Computer Vision: Models, Learning, and Inference (2012)
Part I
Probability
The first part of this book (Chapters 2–5) is devoted to a brief review of probability and probability distributions. Almost all models for computer vision can be interpreted in a probabilistic context, and in this book we will present all the material in this light. The probabilistic interpretation may initially seem confusing, but it has a great advantage: it provides a common notation that will be used throughout the book and will elucidate relationships between different models that would otherwise remain opaque.
So why is probability a suitable language to describe computer vision problems? In a camera, the three-dimensional world is projected onto the optical surface to form the image: a two-dimensional set of measurements.
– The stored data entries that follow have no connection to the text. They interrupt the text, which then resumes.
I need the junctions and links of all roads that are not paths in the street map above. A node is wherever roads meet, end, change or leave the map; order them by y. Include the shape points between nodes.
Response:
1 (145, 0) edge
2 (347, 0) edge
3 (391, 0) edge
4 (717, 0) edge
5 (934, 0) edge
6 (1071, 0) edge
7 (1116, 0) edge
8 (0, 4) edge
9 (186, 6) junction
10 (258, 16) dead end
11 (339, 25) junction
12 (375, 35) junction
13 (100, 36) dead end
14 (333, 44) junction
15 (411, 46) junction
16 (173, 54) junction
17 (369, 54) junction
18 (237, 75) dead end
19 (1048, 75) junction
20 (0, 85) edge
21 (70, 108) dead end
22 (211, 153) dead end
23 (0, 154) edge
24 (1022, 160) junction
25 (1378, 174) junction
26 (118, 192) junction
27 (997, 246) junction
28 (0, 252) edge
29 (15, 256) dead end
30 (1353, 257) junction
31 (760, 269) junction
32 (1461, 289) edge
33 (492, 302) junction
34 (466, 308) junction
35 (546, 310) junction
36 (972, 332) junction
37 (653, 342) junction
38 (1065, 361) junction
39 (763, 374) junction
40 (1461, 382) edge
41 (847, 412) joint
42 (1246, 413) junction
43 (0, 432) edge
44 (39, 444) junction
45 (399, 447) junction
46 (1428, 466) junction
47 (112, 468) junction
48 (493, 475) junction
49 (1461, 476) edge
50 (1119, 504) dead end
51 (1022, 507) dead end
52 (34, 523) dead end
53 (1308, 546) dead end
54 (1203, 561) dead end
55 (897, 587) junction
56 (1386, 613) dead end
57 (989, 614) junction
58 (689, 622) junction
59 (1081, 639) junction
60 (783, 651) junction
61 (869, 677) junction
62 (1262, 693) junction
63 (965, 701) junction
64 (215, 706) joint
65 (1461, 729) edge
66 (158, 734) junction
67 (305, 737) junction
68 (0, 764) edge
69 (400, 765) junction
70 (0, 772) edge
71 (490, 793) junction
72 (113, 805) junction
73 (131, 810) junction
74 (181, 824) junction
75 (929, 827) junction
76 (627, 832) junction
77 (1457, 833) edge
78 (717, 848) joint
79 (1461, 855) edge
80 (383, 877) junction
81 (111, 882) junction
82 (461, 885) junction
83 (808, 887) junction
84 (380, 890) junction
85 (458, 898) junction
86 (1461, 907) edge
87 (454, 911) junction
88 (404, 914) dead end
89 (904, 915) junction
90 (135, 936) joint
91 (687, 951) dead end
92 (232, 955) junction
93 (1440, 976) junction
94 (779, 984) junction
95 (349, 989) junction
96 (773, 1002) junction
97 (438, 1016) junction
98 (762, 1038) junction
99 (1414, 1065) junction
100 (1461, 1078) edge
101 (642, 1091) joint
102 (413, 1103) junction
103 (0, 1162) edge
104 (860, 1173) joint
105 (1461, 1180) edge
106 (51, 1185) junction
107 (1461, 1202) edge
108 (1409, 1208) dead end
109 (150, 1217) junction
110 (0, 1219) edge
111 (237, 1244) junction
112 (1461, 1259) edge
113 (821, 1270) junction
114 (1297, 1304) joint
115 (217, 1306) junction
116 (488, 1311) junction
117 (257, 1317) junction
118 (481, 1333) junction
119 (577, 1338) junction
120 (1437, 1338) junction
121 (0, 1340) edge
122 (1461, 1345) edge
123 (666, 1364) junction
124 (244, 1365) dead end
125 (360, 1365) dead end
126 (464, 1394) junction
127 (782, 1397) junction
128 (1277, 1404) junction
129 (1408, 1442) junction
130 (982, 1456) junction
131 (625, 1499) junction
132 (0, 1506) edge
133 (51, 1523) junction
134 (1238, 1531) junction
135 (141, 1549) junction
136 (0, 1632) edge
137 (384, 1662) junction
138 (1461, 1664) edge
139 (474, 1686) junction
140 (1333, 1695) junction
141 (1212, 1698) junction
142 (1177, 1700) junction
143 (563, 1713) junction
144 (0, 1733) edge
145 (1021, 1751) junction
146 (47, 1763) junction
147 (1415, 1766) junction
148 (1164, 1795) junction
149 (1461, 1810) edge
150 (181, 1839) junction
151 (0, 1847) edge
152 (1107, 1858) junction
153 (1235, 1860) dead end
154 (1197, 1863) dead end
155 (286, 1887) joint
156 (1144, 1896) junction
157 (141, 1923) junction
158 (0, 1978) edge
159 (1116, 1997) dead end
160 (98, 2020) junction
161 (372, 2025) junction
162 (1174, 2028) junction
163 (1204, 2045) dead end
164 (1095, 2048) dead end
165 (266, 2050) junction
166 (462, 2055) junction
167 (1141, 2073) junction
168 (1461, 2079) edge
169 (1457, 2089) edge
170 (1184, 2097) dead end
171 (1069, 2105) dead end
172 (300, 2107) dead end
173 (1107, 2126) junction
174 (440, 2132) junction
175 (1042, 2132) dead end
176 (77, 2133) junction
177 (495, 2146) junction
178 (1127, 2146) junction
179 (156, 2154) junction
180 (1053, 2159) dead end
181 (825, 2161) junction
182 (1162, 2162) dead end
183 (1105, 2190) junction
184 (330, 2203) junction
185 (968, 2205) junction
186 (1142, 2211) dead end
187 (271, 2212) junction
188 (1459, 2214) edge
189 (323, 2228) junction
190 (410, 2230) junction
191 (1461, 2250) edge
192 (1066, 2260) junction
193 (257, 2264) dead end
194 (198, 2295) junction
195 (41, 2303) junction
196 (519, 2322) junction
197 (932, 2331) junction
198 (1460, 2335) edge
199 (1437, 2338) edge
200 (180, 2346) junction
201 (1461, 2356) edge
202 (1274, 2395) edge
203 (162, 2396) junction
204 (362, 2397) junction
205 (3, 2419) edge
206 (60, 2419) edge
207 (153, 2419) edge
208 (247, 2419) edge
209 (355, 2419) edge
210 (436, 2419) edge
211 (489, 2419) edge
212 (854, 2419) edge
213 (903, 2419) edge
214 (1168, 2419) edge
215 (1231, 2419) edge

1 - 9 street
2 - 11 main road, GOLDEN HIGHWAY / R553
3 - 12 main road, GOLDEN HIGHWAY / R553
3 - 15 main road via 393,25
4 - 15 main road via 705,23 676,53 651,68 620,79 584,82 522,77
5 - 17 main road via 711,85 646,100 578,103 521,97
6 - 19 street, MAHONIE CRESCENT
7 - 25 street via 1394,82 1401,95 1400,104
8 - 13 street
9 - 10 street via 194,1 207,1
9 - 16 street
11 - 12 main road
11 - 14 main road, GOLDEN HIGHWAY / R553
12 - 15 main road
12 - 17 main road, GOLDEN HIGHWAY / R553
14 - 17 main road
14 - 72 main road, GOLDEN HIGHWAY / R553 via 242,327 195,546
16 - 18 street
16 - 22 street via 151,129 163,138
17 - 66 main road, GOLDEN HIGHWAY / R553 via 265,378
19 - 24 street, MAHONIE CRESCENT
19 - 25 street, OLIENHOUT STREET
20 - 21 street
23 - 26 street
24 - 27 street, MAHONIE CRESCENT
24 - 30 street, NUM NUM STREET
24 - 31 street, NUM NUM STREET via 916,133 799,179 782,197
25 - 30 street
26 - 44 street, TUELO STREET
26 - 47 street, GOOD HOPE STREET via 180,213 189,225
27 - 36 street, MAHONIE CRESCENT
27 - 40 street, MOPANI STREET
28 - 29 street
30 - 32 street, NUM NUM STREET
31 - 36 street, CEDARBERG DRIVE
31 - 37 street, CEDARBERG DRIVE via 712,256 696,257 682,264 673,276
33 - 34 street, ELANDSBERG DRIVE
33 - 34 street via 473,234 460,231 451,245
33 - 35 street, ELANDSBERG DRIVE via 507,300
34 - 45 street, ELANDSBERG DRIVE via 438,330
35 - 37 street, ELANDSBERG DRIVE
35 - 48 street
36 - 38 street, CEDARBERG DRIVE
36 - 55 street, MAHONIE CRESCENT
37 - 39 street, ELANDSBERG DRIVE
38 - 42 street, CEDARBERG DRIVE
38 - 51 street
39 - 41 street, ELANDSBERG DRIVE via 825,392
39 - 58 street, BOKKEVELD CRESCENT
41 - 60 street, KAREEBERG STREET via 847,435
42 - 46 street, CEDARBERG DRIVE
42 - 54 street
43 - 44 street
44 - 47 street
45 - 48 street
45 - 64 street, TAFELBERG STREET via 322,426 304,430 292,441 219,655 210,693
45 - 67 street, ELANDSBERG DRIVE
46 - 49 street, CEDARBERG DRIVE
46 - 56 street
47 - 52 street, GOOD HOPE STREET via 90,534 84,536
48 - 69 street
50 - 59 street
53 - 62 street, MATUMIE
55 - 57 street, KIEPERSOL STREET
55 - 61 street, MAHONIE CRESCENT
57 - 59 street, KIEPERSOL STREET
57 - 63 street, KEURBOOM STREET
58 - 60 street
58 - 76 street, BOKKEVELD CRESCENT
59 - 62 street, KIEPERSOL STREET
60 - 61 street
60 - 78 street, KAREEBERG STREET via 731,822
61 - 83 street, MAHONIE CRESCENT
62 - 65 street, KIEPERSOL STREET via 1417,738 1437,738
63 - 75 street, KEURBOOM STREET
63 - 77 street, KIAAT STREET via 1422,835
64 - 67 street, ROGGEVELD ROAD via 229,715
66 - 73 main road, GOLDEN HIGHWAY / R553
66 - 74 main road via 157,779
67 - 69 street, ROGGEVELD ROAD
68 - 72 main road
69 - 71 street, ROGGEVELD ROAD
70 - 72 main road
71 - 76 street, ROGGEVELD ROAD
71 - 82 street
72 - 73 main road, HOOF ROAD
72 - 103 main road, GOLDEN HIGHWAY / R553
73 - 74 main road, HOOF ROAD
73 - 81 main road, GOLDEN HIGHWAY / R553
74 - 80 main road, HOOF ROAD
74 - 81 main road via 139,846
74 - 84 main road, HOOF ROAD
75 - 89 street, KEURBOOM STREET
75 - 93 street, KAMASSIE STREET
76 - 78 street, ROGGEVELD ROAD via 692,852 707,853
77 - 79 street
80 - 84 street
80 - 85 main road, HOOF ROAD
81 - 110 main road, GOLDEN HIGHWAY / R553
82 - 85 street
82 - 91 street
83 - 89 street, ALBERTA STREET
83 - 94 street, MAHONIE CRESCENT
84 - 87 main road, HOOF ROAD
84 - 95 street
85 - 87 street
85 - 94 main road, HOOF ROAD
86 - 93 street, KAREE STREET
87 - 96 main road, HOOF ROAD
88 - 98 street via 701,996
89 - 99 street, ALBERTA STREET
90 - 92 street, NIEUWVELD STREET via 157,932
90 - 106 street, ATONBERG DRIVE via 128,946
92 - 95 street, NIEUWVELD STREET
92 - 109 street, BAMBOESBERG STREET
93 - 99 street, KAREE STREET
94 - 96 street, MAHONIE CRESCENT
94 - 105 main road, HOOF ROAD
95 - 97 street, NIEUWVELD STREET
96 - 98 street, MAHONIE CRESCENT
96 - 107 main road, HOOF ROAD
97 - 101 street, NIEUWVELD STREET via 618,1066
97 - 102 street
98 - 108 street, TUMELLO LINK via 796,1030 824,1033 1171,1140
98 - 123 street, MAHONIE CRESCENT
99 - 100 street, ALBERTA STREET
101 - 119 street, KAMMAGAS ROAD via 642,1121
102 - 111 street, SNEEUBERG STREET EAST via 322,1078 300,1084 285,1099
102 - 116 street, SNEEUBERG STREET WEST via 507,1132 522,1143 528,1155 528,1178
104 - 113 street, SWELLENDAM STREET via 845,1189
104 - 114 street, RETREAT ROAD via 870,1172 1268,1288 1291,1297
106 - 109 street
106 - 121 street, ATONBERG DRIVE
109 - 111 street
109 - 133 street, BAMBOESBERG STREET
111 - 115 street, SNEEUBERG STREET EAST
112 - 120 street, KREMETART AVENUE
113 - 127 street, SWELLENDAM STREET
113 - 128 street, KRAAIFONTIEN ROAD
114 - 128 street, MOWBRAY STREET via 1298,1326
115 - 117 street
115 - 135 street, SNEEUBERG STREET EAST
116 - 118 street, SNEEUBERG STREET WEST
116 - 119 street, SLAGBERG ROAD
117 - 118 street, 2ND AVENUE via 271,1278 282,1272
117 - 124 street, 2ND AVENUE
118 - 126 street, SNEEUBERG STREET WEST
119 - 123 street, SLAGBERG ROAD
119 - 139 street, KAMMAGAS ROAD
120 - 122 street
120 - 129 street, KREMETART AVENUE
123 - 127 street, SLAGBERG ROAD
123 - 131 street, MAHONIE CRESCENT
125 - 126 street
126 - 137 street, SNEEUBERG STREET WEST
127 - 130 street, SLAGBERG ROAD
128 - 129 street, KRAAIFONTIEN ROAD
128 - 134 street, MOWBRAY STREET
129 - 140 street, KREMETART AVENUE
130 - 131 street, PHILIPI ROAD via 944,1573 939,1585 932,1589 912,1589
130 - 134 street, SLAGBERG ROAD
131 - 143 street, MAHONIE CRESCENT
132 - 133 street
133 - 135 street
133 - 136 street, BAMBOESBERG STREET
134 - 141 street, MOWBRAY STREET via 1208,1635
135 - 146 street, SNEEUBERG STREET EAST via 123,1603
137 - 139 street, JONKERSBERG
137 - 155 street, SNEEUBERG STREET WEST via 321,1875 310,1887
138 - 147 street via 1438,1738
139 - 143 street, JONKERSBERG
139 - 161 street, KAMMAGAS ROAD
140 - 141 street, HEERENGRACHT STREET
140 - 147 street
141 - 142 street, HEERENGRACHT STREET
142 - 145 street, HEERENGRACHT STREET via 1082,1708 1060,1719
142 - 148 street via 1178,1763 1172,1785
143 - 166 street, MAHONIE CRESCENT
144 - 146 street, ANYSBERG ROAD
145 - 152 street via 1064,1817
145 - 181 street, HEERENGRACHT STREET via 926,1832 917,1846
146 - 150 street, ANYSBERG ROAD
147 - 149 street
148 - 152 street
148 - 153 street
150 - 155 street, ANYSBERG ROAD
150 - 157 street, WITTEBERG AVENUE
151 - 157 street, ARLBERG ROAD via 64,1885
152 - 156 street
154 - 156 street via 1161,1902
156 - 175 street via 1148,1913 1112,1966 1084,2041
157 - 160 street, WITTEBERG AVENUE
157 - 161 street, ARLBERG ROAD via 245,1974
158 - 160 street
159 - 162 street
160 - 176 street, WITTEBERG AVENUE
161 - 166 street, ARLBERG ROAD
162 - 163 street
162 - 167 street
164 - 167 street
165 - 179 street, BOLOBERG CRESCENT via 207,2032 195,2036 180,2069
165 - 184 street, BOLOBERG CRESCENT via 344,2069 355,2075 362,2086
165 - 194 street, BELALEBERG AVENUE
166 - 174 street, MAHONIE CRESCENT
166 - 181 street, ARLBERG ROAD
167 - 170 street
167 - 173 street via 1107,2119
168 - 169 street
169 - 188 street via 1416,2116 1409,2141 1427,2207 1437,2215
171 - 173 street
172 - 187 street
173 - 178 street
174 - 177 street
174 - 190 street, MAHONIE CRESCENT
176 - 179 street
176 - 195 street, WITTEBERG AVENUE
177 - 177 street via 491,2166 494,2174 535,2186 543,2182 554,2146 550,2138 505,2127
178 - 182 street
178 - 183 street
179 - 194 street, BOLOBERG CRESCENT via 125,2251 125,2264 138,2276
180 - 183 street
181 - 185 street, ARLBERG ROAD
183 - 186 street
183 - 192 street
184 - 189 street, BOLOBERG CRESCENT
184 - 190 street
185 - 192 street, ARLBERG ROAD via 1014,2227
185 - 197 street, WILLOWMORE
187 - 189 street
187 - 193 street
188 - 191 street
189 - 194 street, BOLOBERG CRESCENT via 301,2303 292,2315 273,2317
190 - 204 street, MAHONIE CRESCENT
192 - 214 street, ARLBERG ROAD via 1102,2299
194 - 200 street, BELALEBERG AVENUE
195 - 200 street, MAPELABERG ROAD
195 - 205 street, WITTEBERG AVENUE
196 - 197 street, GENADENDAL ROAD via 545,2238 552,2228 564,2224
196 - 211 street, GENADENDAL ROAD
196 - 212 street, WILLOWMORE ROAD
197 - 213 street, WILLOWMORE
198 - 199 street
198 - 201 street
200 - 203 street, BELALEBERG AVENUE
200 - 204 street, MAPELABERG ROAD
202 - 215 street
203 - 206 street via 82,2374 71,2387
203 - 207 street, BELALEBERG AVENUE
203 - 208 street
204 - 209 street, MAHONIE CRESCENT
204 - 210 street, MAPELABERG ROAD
Our goal is to take these measurements and use them to establish the properties of the world that created them. However, there are two problems. First, the measurement process is noisy; what we observe is not the amount of light that fell on the sensor, but a noisy estimate of this quantity. We must describe the noise in these data, and for this we use probability. Second, the relationship between world and measurements is generally many to one: there may be many real-world configurations that are compatible with the same measurements. The chance that each of these possible worlds is present can also be described using probability.
The structure of Part I is as follows: in Chapter 2, we introduce the basic rules for manipulating probability distributions including the ideas of conditional and marginal probability and Bayes’ rule. We also introduce more advanced ideas such as independence and expectation.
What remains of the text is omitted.